For Paal Flaata, parts of November and the entire December leading up to Christmas Eve are synonymous with being on tour, even this year when he will present the new songs, of course, accompanied by some songs from Christmas Island.
“It’s busy, but also something I look forward to. The days after Christmas are the cozy ones for me. It’s been 17 years since Paal released Christmas Island, but the embarrassing truth is that Paal Flaata has actually released one and a third Christmas albums before. In 2017, he released “I Wish Every Day Could Be Like Christmas” with Vidar Busk and the deeply missed Stephen Ackles. Here, the three friends took turns in front of the microphone to sing rock classics made famous by Elvis Presley.
“I really love Christmas songs, and in many ways, I think of Christmas music as country music, in the sense that it’s a vast genre. That’s why it’s natural for me to do Elvis songs as well. ‘Christmas Island’ is also a more modern album than ‘I Heard The Bells On Christmas Day.’ Now, I thought it was delightful to create a record that sounds incredibly old-fashioned; it made sense to do something completely different. As a follow-up album, I am very satisfied with this one; they are two different varieties. It’s just that if you deal with gospel and hymns and intertwining things, Christmas music is inside much of all this. It’s a period of the year where you get tangled up in it; it’s a bit of coziness in the middle of winter.”
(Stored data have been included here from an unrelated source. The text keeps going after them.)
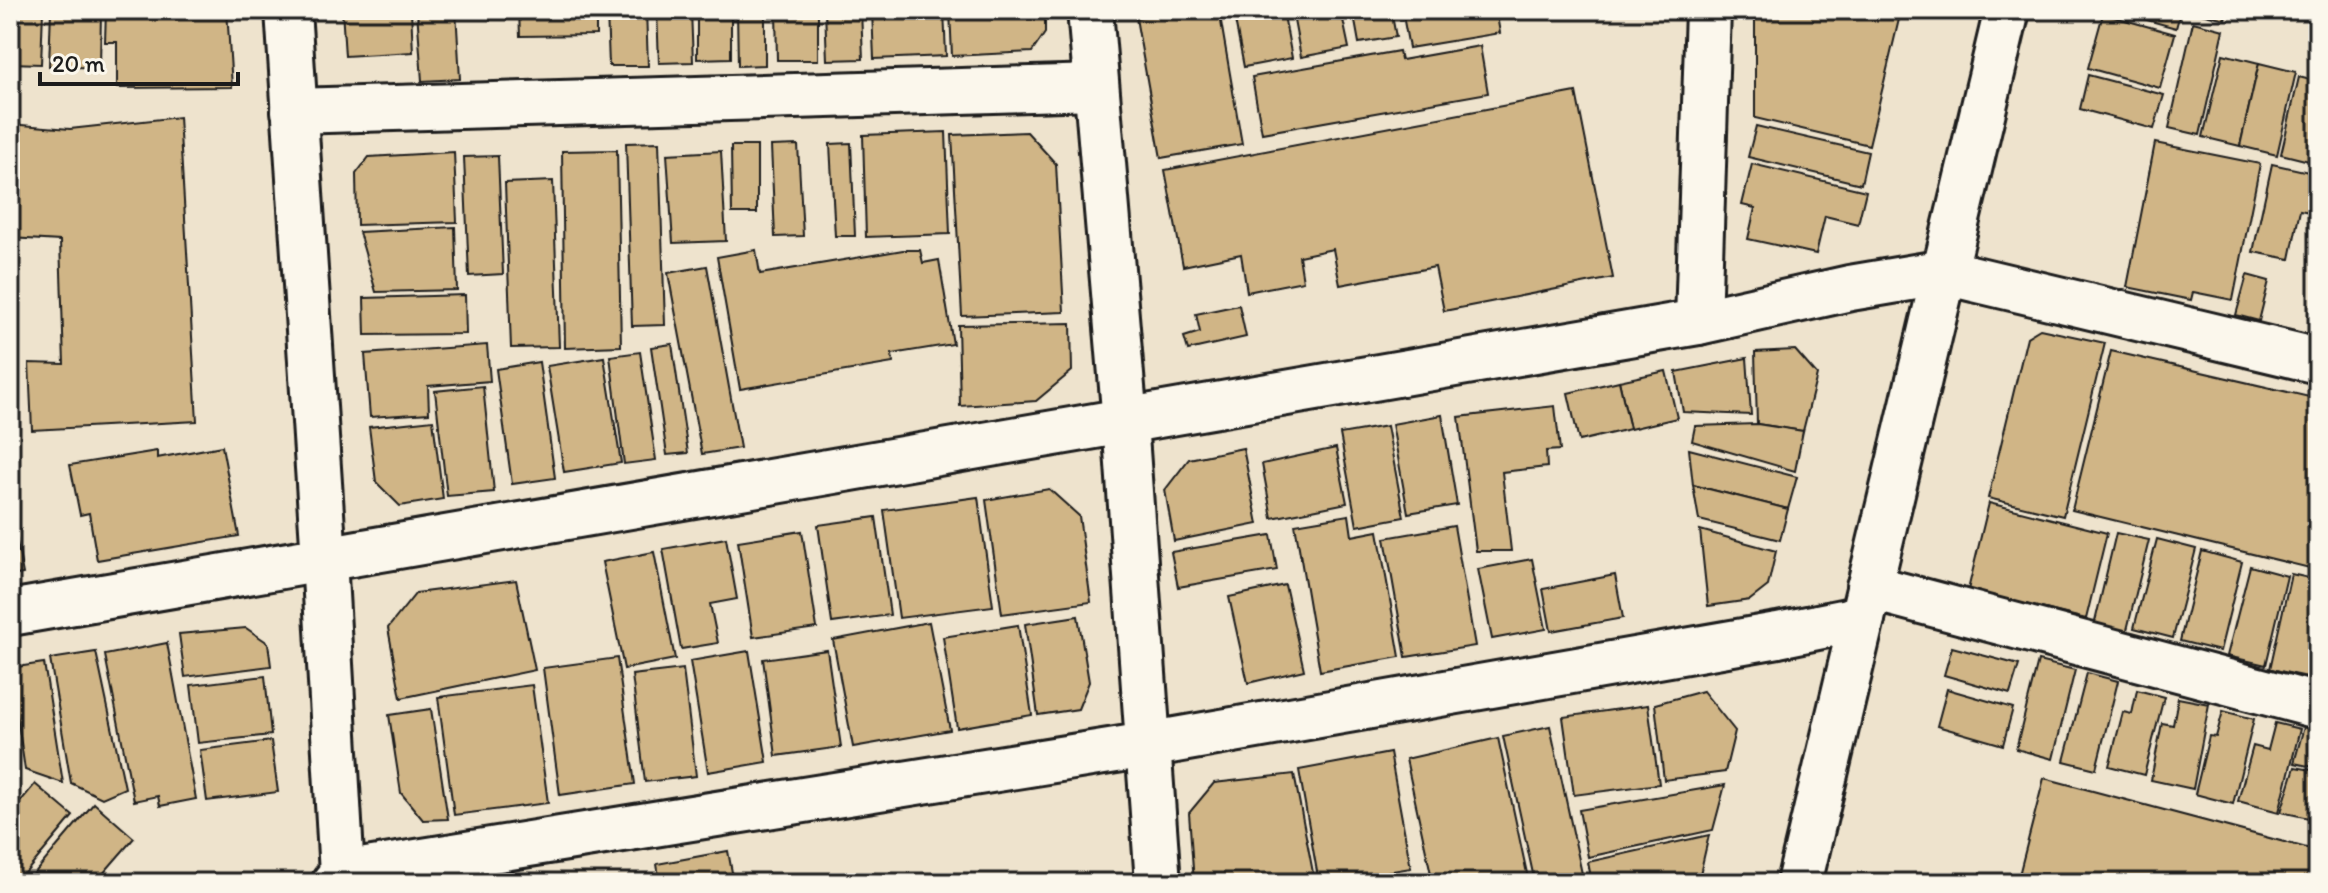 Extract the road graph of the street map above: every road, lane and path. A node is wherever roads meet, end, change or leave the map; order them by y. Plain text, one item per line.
1 (288, 10) edge
2 (1090, 10) edge
3 (1708, 10) edge
4 (2007, 10) edge
5 (1095, 87) junction
6 (294, 111) junction
7 (1945, 272) junction
8 (1698, 322) junction
9 (2318, 361) edge
10 (1125, 422) junction
11 (324, 559) junction
12 (1866, 603) junction
13 (10, 613) edge
14 (2318, 706) edge
15 (1147, 745) junction
16 (338, 878) edge
17 (1158, 883) edge
18 (1799, 883) edge

1 - 6 street
2 - 5 street
3 - 8 street
4 - 7 street
5 - 6 street
5 - 10 street
6 - 11 street
7 - 8 street
7 - 9 street
7 - 12 street
8 - 10 street
10 - 11 street
10 - 15 street
11 - 13 street
11 - 16 street
12 - 14 street
12 - 15 street
12 - 18 street
15 - 16 street
15 - 17 street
The strong influence of religious Christmas songs on the new album primarily has to do with the difficulty of avoiding them in the search for the right material. Flaata and Grini wanted to explore songs with a similar function and form as lullabies, and that’s why we can now hear atmospheric interpretations of the Austrian Christmas song “Still, Still, Still” and timeless classics like “Away In A Manger” and “Auld Lang Syne.” They had to include one country classic too, Willie Nelson’s “Pretty Paper.”
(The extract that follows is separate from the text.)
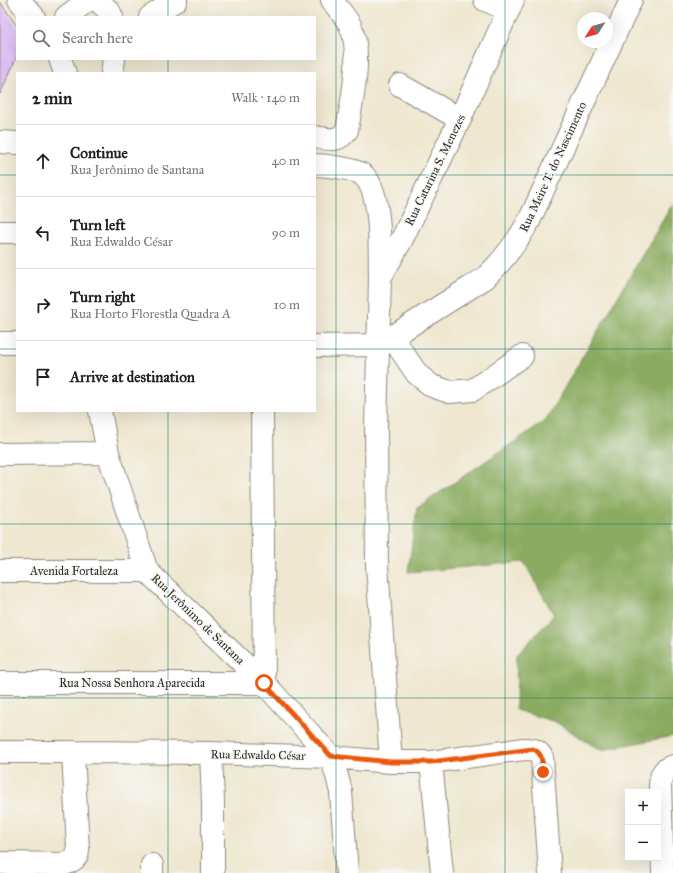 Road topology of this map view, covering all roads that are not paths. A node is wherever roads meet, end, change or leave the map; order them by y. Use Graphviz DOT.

“It’s also a cornerstone, one of the first ones that came to mind, located in a landscape I know well. We were a bit unsure because it’s outside of everything else, but it’s cool to have a different color in there. It was also a challenge for me to try to sing as high as Roy Orbison, so it was reassuring for me that I didn’t have to go any lower.”
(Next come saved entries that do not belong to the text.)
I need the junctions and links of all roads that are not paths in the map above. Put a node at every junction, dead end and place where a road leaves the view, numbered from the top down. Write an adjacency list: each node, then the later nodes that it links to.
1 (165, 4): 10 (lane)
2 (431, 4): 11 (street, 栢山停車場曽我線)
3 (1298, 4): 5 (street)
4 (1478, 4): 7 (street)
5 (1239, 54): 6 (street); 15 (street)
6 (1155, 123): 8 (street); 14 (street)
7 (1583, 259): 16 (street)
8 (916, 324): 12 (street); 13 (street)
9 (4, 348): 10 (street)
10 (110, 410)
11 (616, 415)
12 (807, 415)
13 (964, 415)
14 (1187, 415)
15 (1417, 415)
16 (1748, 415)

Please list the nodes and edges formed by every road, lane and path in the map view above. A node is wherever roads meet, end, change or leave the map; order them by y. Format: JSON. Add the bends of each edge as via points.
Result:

After ten albums and more than 20 years of collaboration with Gøran Grini, Paal Flaata can’t quite imagine it coming to an end.
“I probably could manage fine with someone else, but I don’t want to manage without Gøran. It has become stronger and stronger over the years, especially in the last ten, so no. Gøran just keeps getting better and better, so it’s him and me,” says Flaata.
There is broad consensus among music lovers in the country that Paal Flaata’s Christmas Island is one of the few truly flawless Norwegian-produced Christmas albums out there. It is in good company with “Rosa frå Betlehem” and “It’s Snowing On My Piano,” and possibly a few others, but very few can measure up to Flaata’s velvety handling of Christmas classics. With the new album, “I Heard The Bells On Christmas Day,” he repeats the success, if not surpasses it.